For GPDB Version 4.x or 5.x
The approach outlined in this method utilizes a view that examines the file sizes for each table, segment by segment. The output will include only those tables that have at least one segment with more than 20% more bytes than expected.

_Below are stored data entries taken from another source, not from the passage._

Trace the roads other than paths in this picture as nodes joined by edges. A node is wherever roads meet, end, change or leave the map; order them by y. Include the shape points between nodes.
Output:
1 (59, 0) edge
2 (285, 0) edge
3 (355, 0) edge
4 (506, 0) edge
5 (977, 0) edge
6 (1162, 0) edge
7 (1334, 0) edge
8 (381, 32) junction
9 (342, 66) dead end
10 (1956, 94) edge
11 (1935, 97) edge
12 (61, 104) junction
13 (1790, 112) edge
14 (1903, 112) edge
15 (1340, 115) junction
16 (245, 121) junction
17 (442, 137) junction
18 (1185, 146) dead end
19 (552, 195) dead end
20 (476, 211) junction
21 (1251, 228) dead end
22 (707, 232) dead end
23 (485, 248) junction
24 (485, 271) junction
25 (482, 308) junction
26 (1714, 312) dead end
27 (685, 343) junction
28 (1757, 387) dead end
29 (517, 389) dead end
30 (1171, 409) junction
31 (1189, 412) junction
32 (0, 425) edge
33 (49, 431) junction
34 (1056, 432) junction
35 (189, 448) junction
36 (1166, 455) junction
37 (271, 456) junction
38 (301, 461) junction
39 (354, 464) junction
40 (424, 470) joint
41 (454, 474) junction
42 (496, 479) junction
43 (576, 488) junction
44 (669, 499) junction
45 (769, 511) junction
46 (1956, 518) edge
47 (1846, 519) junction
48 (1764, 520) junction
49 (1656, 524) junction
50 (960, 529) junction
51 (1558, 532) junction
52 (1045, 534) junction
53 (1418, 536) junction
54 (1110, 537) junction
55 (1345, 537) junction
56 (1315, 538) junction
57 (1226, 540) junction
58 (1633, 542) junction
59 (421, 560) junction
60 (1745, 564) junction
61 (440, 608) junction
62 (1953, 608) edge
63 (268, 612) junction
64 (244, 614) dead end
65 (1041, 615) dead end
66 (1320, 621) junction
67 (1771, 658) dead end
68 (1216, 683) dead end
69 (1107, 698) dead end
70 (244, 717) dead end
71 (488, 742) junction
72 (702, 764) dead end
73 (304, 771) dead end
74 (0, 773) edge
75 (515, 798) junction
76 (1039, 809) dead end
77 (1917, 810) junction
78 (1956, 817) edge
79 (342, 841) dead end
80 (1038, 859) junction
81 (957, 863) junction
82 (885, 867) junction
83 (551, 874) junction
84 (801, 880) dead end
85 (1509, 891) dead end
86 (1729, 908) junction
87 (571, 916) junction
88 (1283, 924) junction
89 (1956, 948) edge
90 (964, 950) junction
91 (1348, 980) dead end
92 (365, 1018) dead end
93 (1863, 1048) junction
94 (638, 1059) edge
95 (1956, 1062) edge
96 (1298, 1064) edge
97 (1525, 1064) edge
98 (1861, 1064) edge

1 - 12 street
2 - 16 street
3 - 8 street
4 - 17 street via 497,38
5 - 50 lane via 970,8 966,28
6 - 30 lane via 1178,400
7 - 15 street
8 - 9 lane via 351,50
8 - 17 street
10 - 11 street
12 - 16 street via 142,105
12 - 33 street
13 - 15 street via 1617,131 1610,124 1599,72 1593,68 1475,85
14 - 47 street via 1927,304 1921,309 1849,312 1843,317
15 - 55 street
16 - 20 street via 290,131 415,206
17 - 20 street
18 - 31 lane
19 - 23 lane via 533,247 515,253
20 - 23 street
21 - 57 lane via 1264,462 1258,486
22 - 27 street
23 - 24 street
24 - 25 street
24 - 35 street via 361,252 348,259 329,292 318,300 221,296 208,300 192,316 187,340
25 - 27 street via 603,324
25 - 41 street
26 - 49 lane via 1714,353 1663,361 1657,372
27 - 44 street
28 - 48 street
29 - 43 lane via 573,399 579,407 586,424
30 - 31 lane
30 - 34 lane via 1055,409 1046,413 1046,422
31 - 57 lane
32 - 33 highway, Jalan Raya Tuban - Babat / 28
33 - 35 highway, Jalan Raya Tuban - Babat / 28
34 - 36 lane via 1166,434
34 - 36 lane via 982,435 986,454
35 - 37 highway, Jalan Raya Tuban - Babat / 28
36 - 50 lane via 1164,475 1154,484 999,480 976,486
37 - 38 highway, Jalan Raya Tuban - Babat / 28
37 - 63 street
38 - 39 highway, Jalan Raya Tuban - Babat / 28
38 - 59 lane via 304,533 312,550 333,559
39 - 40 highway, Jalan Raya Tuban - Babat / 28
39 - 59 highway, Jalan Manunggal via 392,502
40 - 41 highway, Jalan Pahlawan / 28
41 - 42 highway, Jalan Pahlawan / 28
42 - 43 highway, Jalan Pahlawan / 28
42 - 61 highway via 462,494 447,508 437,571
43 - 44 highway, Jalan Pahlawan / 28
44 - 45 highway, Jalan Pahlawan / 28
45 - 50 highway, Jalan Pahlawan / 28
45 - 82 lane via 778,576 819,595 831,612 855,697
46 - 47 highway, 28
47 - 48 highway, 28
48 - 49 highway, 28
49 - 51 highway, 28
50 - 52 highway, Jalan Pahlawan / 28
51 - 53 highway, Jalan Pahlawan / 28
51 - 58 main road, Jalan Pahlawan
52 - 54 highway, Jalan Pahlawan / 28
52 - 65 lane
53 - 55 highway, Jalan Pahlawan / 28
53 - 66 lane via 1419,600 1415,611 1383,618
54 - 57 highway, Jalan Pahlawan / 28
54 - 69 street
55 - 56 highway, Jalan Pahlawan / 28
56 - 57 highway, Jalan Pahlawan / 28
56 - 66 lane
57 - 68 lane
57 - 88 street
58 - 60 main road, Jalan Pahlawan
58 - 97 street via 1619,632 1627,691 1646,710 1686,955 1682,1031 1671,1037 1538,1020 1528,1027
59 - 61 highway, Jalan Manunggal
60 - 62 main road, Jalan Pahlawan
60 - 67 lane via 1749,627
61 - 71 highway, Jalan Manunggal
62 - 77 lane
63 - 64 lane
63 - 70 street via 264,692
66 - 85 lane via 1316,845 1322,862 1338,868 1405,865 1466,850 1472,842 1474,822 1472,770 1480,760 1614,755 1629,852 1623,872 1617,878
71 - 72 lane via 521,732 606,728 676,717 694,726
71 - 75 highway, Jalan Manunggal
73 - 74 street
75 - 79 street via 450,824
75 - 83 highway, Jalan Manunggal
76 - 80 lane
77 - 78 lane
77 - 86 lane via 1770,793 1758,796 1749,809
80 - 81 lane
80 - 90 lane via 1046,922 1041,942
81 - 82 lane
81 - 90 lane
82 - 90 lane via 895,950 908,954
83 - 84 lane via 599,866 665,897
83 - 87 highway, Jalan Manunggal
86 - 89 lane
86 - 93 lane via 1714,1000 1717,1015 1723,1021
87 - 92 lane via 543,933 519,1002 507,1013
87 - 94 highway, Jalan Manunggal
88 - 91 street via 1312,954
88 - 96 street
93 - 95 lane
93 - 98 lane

Two variants of the same script have been provided for your convenience. The first variant gives a quick summary of the OS file size distribution, while the second variant provides more detailed information.
Script 1
1. Execute the following script in your database to create the user defined function (UDF) called "fn_create_db_files()":
CREATE OR REPLACE FUNCTION fn_create_db_files() RETURNS void AS $$ DECLARE v_function_name text := 'fn_create_db_files'; v_location int; v_sql text; v_db_oid text; v_num_segments numeric; v_skew_amount numeric; v_version text; BEGIN v_location := 1000; SELECT oid INTO v_db_oid FROM pg_database WHERE datname = current_database(); v_location := 2000; v_sql := 'DROP VIEW IF EXISTS vw_file_skew'; v_location := 2100; EXECUTE v_sql; v_location := 2200; v_sql := 'DROP EXTERNAL TABLE IF EXISTS db_files'; v_location := 2300; EXECUTE v_sql; v_location := 3000; v_sql := 'CREATE EXTERNAL WEB TABLE db_files ' || '(segment_id int, relfilenode text, filename text, ' || 'size numeric) ' || 'execute E''ls -l $GP_SEG_DATADIR/base/' || v_db_oid || ' | ' || 'grep gpadmin | ' || E'awk {''''print ENVIRON["GP_SEGMENT_ID"] "\\t" $9 "\\t" ' || 'ENVIRON["GP_SEG_DATADIR"] "/' || v_db_oid || E'/" $9 "\\t" $5''''}'' on all ' || 'format ''text'''; v_location := 3100; EXECUTE v_sql; v_location := 4000; SELECT count(*) INTO v_num_segments FROM gp_segment_configuration WHERE preferred_role = 'p' AND content >= 0; v_location := 4100; v_skew_amount := 1.2*(1/v_num_segments); v_location := 4200; SELECT CASE WHEN POSITION('Greenplum Database 5' in v) > 0 THEN 'GPDB5' WHEN POSITION('Greenplum Database 4' in v) > 0 THEN 'GPDB4' ELSE 'other' END INTO v_version FROM version() AS v; v_sql := 'CREATE OR REPLACE VIEW vw_file_skew AS ' || 'SELECT schema_name, ' || 'table_name, ' || 'max(size)/sum(size) as largest_segment_percentage, ' || 'sum(size) as total_size ' || 'FROM ( ' || 'SELECT n.nspname AS schema_name, ' || ' c.relname AS table_name, ' || ' sum(db.size) as size ' || ' FROM db_files db '; IF v_version = 'GPDB4' THEN v_sql := v_sql || ' JOIN pg_class c ON '; ELSE v_sql := v_sql || ' JOIN gp_dist_random(''pg_class'') c ON '; END IF; v_sql := v_sql || ' (split_part(db.relfilenode, ''.'', 1))::text = c.relfilenode::text ' || ' JOIN pg_namespace n ON c.relnamespace = n.oid ' || ' WHERE c.relkind = ''r'' and c.relstorage not in (''x'', ''v'', ''f'')' || ' GROUP BY n.nspname, c.relname, db.segment_id ' || ') as sub ' || 'GROUP BY schema_name, table_name ' || 'HAVING sum(size) > 0 and max(size)/sum(size) > ' || v_skew_amount::text || ' ' || 'ORDER BY largest_segment_percentage DESC, schema_name, ' || 'table_name'; v_location := 4300; EXECUTE v_sql; EXCEPTION WHEN OTHERS THEN RAISE EXCEPTION '(%:%:%)', v_function_name, v_location, sqlerrm; END; $$ language plpgsql;
2. Execute the function so it will create the necessary objects in your database:
select * from fn_create_db_files();
3. Eelect from the view to see the tables that are skewed:
SELECT * FROM vw_file_skew ORDER BY 3 DESC;
Check the value of largest_segment_percentage
in the view, closer to 1 indicates that one segment has more data compared to rest of the segments in the cluster.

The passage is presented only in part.